# Latin Line Break (`<lb/>`) Detector

This notebook demonstrates how to use the Flair model `mschonhardt/latin-contextual-lb-detector`.
It detects if a line break `<lb/>` in Latin text acts as a 
**word break** (hyphenation) or a **separate word** (space).

## Setup Environment

In [None]:
# Install flair if running in Colab or if not installed locally
# !pip install -q flair
# Flair 0.15.1 recommended

import flair
print(f"Flair version: {flair.__version__}")

print("Environment ready.")

Flair version: 0.15.1
Environment ready.


## Load the Model from Hugging Face

In [10]:
from flair.models import SequenceTagger
from flair.data import Sentence

print("Loading model: mschonhardt/latin-contextual-lb-detector ...")
tagger = SequenceTagger.load('mschonhardt/latin-contextual-lb-detector')
print("Model loaded successfully!")

Loading model: mschonhardt/latin-contextual-lb-detector ...


Xet Storage is enabled for this repo, but the 'hf_xet' package is not installed. Falling back to regular HTTP download. For better performance, install the package with: `pip install huggingface_hub[hf_xet]` or `pip install hf_xet`


pytorch_model.bin:  96%|#########5| 503M/526M [00:00<?, ?B/s]

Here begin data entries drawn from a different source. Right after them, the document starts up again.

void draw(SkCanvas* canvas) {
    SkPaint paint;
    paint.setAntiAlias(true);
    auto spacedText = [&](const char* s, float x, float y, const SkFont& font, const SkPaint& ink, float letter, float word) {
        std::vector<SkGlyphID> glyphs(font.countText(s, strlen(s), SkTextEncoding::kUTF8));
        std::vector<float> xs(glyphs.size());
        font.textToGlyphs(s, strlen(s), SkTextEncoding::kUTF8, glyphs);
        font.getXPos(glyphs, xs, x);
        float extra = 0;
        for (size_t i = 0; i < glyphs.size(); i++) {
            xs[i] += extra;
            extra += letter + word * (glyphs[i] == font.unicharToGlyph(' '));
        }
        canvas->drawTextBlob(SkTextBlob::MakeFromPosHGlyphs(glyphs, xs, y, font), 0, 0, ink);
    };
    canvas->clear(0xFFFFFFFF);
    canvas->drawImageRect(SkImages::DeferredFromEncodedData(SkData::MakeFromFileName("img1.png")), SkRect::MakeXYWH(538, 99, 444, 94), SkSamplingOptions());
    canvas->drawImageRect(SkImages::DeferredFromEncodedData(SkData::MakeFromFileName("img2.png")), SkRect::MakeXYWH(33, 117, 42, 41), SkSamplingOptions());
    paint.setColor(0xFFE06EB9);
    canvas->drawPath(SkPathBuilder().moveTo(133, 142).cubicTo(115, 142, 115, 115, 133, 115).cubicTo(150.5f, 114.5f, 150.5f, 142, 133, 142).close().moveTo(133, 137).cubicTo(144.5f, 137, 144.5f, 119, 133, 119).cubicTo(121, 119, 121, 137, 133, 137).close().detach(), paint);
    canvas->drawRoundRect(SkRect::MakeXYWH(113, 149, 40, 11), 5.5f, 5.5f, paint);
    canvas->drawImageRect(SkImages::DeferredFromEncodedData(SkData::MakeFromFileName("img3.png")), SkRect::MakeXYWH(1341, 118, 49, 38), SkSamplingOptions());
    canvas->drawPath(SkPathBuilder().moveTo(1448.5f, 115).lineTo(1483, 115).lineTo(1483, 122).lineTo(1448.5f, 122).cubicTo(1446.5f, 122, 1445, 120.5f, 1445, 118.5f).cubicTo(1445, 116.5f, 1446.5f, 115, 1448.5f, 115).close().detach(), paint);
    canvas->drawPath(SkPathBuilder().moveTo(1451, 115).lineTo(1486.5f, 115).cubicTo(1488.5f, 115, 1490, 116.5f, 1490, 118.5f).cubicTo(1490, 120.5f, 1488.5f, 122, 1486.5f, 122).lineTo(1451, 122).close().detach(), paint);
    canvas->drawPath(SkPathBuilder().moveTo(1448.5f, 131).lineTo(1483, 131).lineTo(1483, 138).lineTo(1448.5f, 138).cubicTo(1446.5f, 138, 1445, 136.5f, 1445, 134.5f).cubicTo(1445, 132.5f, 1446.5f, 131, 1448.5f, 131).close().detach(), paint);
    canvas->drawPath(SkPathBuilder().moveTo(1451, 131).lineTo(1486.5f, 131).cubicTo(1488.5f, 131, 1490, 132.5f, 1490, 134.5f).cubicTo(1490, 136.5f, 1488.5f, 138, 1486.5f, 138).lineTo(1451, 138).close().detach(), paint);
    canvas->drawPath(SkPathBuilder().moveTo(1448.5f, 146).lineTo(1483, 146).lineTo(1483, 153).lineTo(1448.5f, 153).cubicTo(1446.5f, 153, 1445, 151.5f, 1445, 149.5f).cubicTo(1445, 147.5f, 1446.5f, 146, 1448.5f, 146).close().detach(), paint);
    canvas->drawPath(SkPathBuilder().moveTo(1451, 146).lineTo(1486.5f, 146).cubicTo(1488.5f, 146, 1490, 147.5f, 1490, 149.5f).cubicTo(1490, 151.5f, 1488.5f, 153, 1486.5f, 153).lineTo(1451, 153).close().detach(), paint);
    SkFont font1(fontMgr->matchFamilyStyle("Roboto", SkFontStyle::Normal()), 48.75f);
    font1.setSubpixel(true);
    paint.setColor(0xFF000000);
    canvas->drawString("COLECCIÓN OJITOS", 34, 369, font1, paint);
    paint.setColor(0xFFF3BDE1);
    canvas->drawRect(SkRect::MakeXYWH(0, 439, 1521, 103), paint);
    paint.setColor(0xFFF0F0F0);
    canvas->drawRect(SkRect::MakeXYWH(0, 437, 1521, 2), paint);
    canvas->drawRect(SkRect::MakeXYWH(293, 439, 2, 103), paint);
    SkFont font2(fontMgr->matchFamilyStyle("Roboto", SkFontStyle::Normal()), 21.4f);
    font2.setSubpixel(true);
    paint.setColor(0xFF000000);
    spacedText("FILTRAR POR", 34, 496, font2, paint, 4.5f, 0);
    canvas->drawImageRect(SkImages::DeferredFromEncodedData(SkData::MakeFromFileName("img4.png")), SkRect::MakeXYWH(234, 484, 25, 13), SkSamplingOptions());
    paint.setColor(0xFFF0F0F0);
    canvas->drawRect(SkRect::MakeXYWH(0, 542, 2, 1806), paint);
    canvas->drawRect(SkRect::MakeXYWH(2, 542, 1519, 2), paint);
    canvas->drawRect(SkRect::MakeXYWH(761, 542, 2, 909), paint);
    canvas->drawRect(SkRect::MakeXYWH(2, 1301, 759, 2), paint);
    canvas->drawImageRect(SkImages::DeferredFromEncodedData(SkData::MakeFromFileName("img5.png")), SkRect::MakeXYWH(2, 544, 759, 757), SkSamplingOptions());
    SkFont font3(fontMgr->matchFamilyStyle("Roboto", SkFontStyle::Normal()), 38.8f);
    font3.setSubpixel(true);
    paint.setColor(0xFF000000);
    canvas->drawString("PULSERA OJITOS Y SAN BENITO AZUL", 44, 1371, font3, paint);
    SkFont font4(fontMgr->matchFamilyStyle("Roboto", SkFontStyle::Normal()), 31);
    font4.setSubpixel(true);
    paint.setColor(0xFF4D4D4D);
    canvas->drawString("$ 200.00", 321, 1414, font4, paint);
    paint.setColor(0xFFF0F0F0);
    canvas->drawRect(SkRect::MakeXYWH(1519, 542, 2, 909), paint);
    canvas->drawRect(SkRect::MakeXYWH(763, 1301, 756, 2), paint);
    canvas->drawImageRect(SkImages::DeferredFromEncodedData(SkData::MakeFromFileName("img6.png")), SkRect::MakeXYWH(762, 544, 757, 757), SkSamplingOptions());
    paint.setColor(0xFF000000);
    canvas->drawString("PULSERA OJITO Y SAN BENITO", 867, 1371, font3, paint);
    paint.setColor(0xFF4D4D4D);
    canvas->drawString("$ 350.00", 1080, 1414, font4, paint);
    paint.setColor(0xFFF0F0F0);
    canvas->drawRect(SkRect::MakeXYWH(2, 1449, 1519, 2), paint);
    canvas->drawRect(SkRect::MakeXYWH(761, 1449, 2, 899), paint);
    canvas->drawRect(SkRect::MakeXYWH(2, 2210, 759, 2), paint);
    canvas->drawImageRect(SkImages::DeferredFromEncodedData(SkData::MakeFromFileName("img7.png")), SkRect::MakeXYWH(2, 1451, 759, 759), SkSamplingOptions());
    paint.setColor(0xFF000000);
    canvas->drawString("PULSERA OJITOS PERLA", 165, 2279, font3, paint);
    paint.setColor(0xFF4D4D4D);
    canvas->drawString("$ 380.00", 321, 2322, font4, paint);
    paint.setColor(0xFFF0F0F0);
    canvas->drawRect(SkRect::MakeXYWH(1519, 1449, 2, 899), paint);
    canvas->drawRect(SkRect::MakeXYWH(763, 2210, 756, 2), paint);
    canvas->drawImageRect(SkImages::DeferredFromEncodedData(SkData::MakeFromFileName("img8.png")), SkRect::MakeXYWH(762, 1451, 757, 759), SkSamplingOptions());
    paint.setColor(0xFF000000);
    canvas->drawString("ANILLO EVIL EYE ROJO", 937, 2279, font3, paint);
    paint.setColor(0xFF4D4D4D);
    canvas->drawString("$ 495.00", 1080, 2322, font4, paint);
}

To support symlinks on Windows, you either need to activate Developer Mode or to run Python as an administrator. In order to activate developer mode, see this article: https://docs.microsoft.com/en-us/windows/apps/get-started/enable-your-device-for-development


2026-02-11 20:45:45,899 SequenceTagger predicts: Dictionary with 5 tags: O, NB, WB, <START>, <STOP>
Model loaded successfully!


### Prediction Logic
We must tokenize by **whitespace** so that `<lb/>` is treated as a single token.

In [11]:
def predict_line_breaks(text_input):
    # Important: Model expects '<lb/>' as token. Tokenize by whitespace to ensure <lb/> is 
    # preserved as one token and not split into '<', 'lb/', '>'
    # Input: "line1 <lb/> line2" -> ["line1", "<lb/>", "line2"]
    token_list = text_input.split()
    if not token_list: return []

    # Create Flair Sentence
    sentence = Sentence(token_list)

    # Predict
    tagger.predict(sentence)

    # Extract Results
    results = []
    for token in sentence:
        if "<lb" in token.text:
            tag = token.get_label().value
            score = token.get_label().score
            
            # Map tags to human-readable meanings
            meaning = "Separate Words (Space)" if tag == "NB" else "Split Word (Join)"
            
            results.append({
                "token": token.text,
                "prediction": tag,
                "confidence": score,
                "meaning": meaning
            })
            
    return results

### Run Inference

In [12]:
# Example 1: A split words of lines
text1 = "imper <lb/> ator"
print(f"Input: {text1}")
print(predict_line_breaks(text1))

print("-" * 30)

# Example 2: Separate words of lines
text2 = "et in terra <lb/> pax hominibus"
print(f"Input: {text2}")
print(predict_line_breaks(text2))

Input: imper <lb/> ator
[{'token': '<lb/>', 'prediction': 'WB', 'confidence': 0.9857004880905151, 'meaning': 'Split Word (Join)'}]
------------------------------
Input: et in terra <lb/> pax hominibus
[{'token': '<lb/>', 'prediction': 'NB', 'confidence': 0.99724280834198, 'meaning': 'Separate Words (Space)'}]